A study published during the ASH meeting also pointed to how MRD can supersede treatment intensity in predicting outcomes for patients with AML in a single-center study at MD Anderson. The retrospective study assessed patients with AML who achieved a CR, CR with incomplete count recovery, or morphologic leukemia-free state, treated at MD Anderson from 2010-2021. Patients were split into high-intensity (n = 385) and low-intensity (n = 250) cohorts and the key outcomes measures were OS and cumulative incidence of relapse (CRI). The median ages were reflective of the regimens used at 52 years and 71 years, respectively.
For patients who achieved MRD-negativity the median OS in the high-intensity group was 51 months (95% CI, 27.7-83.5) vs 24.6 months (95% CI, 14.5-43.7) in the low-intensity group (P = .002).

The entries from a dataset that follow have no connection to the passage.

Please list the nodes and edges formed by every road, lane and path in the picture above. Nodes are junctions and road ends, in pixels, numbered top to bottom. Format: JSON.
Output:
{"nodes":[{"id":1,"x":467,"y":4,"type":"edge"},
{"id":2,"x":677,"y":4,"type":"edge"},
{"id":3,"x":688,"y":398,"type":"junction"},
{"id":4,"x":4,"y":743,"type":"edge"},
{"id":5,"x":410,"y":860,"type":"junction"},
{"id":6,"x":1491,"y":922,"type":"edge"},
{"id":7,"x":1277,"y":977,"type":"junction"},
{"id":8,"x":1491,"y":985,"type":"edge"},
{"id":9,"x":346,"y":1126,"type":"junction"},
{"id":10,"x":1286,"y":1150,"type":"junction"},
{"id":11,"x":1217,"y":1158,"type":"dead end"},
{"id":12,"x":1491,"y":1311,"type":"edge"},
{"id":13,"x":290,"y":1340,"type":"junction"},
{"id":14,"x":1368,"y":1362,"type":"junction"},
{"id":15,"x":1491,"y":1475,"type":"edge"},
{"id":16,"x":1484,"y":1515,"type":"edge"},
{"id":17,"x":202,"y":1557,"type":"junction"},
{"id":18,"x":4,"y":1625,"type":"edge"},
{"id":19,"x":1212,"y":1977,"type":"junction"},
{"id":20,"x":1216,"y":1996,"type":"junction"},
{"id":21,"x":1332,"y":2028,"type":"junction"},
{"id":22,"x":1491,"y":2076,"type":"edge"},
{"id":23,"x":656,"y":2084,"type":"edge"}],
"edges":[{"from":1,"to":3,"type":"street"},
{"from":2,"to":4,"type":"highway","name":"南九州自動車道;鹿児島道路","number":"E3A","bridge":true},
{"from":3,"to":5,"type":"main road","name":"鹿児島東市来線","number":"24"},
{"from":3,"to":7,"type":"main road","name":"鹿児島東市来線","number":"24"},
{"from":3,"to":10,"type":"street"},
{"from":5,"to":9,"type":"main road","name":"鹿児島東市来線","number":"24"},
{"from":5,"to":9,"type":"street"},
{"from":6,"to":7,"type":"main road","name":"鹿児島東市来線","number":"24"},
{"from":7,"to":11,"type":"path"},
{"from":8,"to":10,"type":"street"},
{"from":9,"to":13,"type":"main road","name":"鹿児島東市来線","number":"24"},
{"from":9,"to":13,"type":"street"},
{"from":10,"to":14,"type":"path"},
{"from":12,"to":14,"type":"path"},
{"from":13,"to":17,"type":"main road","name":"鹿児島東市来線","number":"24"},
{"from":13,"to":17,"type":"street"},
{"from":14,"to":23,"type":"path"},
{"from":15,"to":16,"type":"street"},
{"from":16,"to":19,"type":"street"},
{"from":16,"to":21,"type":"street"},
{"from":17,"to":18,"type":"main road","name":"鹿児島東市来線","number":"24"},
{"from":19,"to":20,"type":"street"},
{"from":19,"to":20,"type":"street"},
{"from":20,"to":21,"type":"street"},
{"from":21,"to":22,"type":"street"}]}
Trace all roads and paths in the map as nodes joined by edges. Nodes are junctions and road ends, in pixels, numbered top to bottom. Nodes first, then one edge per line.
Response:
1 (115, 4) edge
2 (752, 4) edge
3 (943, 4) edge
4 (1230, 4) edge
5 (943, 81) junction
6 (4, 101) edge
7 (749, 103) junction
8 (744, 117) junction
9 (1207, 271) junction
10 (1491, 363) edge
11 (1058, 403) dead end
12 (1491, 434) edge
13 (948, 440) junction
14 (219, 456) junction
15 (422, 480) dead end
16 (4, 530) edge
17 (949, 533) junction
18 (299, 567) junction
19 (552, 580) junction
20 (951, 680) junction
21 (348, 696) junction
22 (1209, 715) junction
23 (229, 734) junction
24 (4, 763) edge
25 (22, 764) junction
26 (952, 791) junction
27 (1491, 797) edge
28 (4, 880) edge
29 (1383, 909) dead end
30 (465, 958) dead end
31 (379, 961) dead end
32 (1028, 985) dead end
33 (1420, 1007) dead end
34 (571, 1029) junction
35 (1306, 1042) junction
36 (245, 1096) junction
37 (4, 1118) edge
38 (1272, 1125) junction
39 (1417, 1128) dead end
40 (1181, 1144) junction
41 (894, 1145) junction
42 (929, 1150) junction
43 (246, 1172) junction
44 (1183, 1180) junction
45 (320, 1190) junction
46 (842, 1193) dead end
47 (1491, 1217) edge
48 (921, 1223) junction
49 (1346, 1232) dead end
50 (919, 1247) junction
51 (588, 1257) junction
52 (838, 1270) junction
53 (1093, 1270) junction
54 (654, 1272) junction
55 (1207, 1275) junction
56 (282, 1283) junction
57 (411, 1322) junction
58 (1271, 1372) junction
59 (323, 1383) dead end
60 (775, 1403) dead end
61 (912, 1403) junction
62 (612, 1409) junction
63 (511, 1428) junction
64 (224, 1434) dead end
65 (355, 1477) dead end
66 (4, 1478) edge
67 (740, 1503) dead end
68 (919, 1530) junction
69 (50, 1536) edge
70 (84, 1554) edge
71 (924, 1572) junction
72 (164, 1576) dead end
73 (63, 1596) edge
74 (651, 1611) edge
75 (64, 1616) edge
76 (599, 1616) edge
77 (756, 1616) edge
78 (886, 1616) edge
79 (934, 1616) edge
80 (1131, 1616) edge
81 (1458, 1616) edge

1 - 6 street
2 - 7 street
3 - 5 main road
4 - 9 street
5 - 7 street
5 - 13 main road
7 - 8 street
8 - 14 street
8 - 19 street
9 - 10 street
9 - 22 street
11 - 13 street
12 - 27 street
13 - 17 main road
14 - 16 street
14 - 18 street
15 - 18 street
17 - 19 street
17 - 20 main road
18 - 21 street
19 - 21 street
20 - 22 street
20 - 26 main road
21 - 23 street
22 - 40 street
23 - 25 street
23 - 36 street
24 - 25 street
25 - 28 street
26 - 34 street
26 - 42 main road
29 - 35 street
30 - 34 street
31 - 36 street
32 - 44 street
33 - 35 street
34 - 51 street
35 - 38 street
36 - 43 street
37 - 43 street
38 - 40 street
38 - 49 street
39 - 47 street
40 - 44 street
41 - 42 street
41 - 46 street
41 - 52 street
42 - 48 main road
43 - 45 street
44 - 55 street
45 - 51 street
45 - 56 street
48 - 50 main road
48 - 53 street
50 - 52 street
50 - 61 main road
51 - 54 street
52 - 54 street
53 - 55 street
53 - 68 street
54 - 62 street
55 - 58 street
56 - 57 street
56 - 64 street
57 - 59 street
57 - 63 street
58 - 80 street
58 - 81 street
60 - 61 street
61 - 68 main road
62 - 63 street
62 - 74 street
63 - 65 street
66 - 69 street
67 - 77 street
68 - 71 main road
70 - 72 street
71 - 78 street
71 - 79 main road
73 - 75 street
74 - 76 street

In those who were MRD-positive, the median OS was 15.1 months (95% CI, 10.2-20.2) vs 9.9 (95% CI, 7.6-11.7), respectively (P = .035). The 2-year CRI rates were 41.1% vs 33.5% with high- and low-intensity regimens in the MRD-negative group. These rates were 62.2% vs 59.9% in the MRD-positive group.7
“When we do a multivariate analysis, the intensity of therapy disappears in terms of being important,” Ravandi-Kashani said. “So the only factors that remain relevant are again, age, CR vs lessor responses, MRD clearance, and cytogenetic risk group—it doesn’t matter whether [the regimen was] intensive or low plus venetoclax. And this is also true for patients over the age of 60 [years].”
Ravandi-Kashani cautioned that due to low numbers (n = 11) for patients under the age of 60 in the low-intensity cohort, the conclusions from this study are limited to older patients.
With ongoing efforts across the field, Ravandi-Kashani said: “We hope to be able to uncover mechanisms of MRD resistance in patients by comparing the transcriptional and genomic profile of patients at the time of diagnosis, as well as after treatment in the MRD setting…I think it’s a good idea to try to develop MRD-eradicating strategies. I think it’s not a dream, because we have seen this already in acute lymphoblastic leukemia with blinatumomab [Blincyto]… So hopefully, we will have strategies to be able to eradicate MRD in patients with AML.”